Le dernier comité interministériel sur la sécurité routière qui s'est tenu en octobre dernier avait préconisé de prendre plusieurs mesures destinée à réduire le nombre d'accidents sur les routes.

Profitant de l'examen du projet de loi sur la justice du XXIème siècle (examiné en deuxième lecture par l'Assemblée Nationale), le gouvernement et les parlementaires ont décidé d'inscrire dans le Code de la Route plusieurs mesures en lien avec les préconisations du comité interministériel :

- Développer et augmenter le nombre d’infractions constatables par les radars multifonctions. Pour l'instant limitée à la vitesse, aux feux rouges, aux distances de sécurité et l'usage de voies réservés, la liste pourra être librement élargi par simple décret.

- Autoriser le recours à l’éthylotest anti-démarrage (EAD) sur décision judiciaire et le permettre sur   décision préfectorale pour les contrevenants habituels.

- Lutter contre le défaut d’assurance en créant notamment un fichier des véhicules assurés, consultable lors du contrôle automatisé de la vitesse ou par les lecteurs automatiques de plaque d’immatriculation  des forces de l’ordre.

- Et enfin instaurer une infraction pour les personnes morales qui ne dénoncent pas le conducteur passible d'une infraction constatée par radar automatique.

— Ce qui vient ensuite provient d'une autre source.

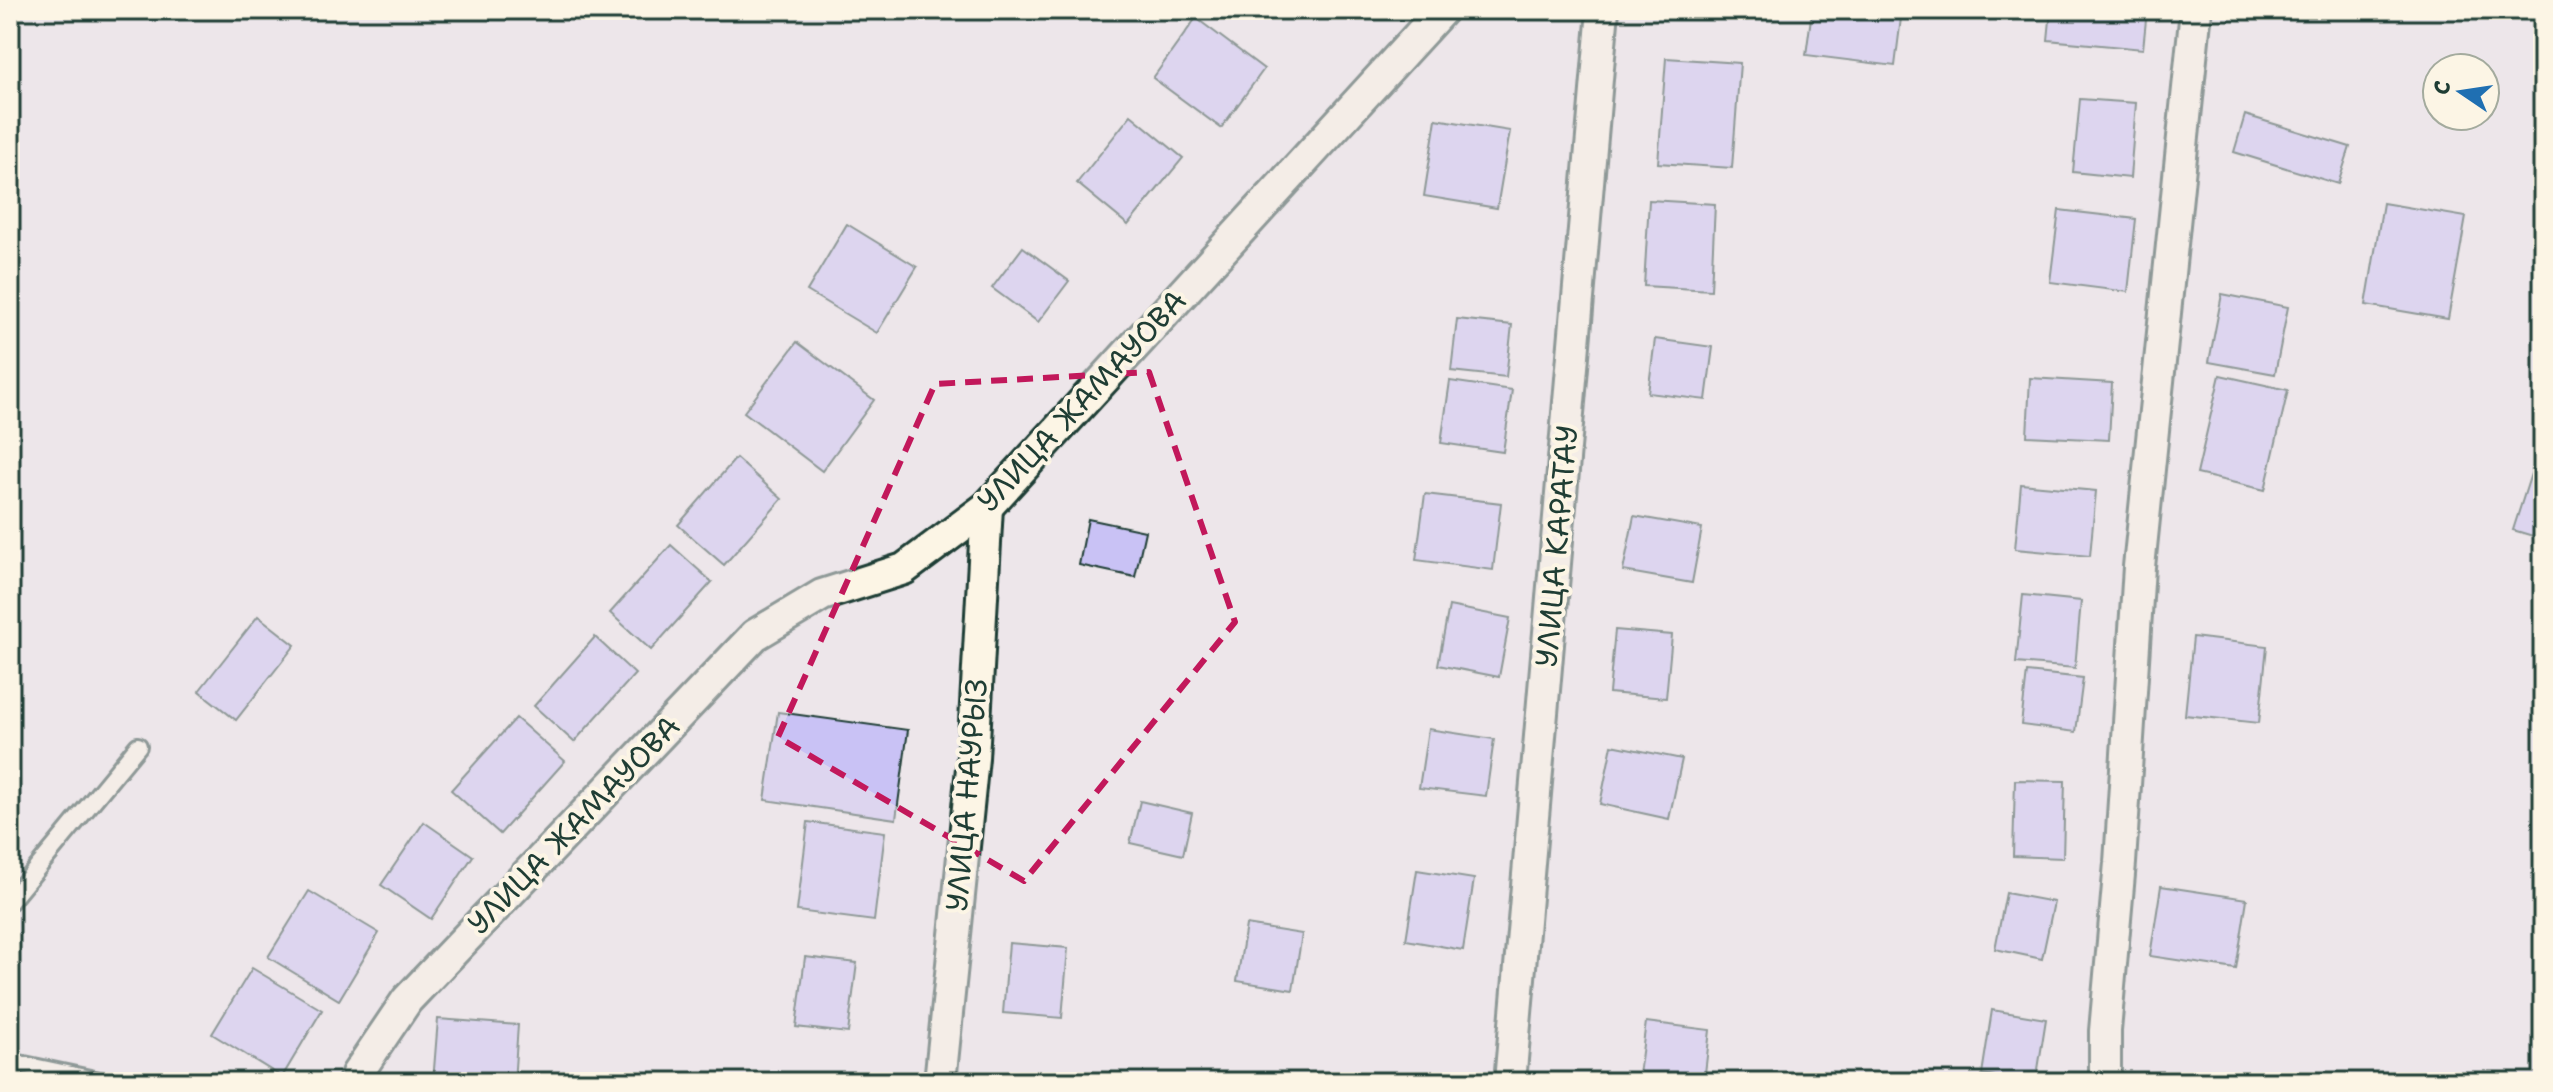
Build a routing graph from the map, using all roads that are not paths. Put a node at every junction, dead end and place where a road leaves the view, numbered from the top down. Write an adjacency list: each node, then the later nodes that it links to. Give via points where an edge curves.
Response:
1 (1442, 10): 4 (street, УЛИЦА ЖАМАУОВА)
2 (1603, 10): 11 (street, УЛИЦА КАРАТАУ)
3 (2196, 10): 12 (street, via 2139,567)
4 (987, 507): 9 (street, УЛИЦА ЖАМАУОВА, via 904,569 822,595 755,635 407,1000); 10 (street, УЛИЦА НАУРЫЗ, via 973,758)
5 (138, 746): 6 (lane)
6 (10, 901)
7 (10, 1062): 8 (lane)
8 (104, 1082)
9 (354, 1082)
10 (940, 1082)
11 (1510, 1082)
12 (2105, 1082)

Les parlementaires ont en effet ajouté au Code de la Route un nouvel article (L 121-6) qui indique que "lorsqu’une infraction constatée selon les modalités prévues à l’article L. 130-9 a été commise avec un véhicule dont le titulaire du certificat d’immatriculation est une personne morale ou qui est détenu par une personne morale, le représentant légal de cette personne morale doit indiquer, par lettre RAR ou de façon dématérialisée, selon des modalités précisées par arrêté, dans un délai de 45 jours à compter de l’envoi ou de la remise de l’avis de contravention (...), l’identité et l’adresse de la personne physique qui conduisait ce véhicule, à moins qu’il n’établisse l’existence d’un vol, d’une usurpation de plaque d’immatriculation ou de tout autre événement de force majeure. Le fait de contrevenir au présent article est puni de l’amende prévue pour les contraventions de la 4ème classe (750€)."